Abstract

Claudio Monteverdi's Il quarto libro de madrigali a cinque voci (1603) ends with a setting of ‘Piagn’e sospira: e quand’i caldi raggi’, a text from Tasso's Gerusalemme conquistata (1593). Nicea, a Muslim in love with a Christian, wanders through the forest carving her beloved's name in the trees, and weeps as she re‐reads what she has scored in the bark. Monteverdi's Fourth Book of madrigals is an odd collection. Fifteen months before, the composer had been appointed maestro della musica to Duke Vincenzo Gonzaga of Mantua.
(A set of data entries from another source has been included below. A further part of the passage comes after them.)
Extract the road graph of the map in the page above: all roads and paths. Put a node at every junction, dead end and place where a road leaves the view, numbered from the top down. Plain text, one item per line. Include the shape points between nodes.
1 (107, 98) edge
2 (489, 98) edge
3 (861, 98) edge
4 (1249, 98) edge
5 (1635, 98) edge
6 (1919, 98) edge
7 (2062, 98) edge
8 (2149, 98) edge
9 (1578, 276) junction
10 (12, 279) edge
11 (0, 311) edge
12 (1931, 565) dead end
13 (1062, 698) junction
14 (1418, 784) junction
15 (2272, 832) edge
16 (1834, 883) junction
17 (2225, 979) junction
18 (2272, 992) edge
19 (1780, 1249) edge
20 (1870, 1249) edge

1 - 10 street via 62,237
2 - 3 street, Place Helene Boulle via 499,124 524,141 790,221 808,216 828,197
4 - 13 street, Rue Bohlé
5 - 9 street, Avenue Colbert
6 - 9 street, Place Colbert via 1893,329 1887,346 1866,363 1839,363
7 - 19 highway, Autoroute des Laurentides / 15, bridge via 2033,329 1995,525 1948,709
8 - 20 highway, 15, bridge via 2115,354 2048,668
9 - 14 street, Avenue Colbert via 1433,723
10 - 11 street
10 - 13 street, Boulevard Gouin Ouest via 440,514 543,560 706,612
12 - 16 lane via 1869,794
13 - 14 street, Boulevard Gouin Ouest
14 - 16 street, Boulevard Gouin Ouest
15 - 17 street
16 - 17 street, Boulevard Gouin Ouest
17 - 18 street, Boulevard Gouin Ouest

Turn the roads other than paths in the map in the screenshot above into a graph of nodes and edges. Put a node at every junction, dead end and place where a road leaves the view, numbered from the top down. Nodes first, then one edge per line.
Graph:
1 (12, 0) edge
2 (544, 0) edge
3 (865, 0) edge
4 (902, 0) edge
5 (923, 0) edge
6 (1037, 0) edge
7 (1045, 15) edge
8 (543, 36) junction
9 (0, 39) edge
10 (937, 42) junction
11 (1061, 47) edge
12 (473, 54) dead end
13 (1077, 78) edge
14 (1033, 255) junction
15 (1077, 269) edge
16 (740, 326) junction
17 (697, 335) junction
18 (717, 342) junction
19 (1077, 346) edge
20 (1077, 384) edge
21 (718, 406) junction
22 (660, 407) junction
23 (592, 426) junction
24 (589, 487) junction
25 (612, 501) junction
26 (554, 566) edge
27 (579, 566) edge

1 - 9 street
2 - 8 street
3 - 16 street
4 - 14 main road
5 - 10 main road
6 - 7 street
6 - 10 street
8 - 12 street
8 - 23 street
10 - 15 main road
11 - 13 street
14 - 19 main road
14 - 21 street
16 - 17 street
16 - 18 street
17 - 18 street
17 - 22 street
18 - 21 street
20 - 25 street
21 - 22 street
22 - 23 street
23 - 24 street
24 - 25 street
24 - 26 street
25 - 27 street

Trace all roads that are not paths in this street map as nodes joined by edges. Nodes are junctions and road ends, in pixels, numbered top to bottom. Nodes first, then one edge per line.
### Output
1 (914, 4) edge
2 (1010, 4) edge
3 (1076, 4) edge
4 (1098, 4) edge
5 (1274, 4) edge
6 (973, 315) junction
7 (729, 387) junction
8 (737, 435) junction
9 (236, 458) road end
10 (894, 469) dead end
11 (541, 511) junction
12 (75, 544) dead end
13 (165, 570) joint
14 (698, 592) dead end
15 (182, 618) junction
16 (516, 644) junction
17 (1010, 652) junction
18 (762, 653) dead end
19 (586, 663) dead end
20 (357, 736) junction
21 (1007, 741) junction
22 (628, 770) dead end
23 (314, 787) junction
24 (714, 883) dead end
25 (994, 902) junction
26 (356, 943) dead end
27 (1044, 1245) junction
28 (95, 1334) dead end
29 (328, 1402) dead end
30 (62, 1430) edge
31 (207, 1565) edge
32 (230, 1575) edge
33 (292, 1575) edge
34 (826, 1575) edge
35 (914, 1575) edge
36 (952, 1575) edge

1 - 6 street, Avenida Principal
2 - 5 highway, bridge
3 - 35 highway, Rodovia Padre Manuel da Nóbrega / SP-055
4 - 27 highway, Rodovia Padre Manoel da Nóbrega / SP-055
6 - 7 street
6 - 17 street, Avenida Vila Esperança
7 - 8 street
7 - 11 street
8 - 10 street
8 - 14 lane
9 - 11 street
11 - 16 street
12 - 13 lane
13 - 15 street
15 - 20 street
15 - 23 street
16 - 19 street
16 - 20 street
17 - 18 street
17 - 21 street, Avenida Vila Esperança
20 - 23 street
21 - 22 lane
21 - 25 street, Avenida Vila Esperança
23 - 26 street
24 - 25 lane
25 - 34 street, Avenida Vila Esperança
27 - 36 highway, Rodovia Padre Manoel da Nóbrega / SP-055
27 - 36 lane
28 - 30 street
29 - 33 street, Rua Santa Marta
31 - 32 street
However, instead of responding in what might seem the normal way – by printing something in the duke's honour – Monteverdi chose to dedicate a madrigal book to the Accademia degli Intrepidi of Ferrara. Even stranger is the fact that he makes no direct mention of what must have been uppermost in his mind, the recent attack on his madrigals by the Bolognese theorist Giovanni Maria Artusi. Artusi's diatribe against the moderns eventually forced the composer to come up with the defence of his ‘second’ practice. However, re‐reading ‘Piagn’e sospira’– as the text tells us to do – suggests that before Monteverdi put his theoretical brain in gear, he had already come up with a musical response.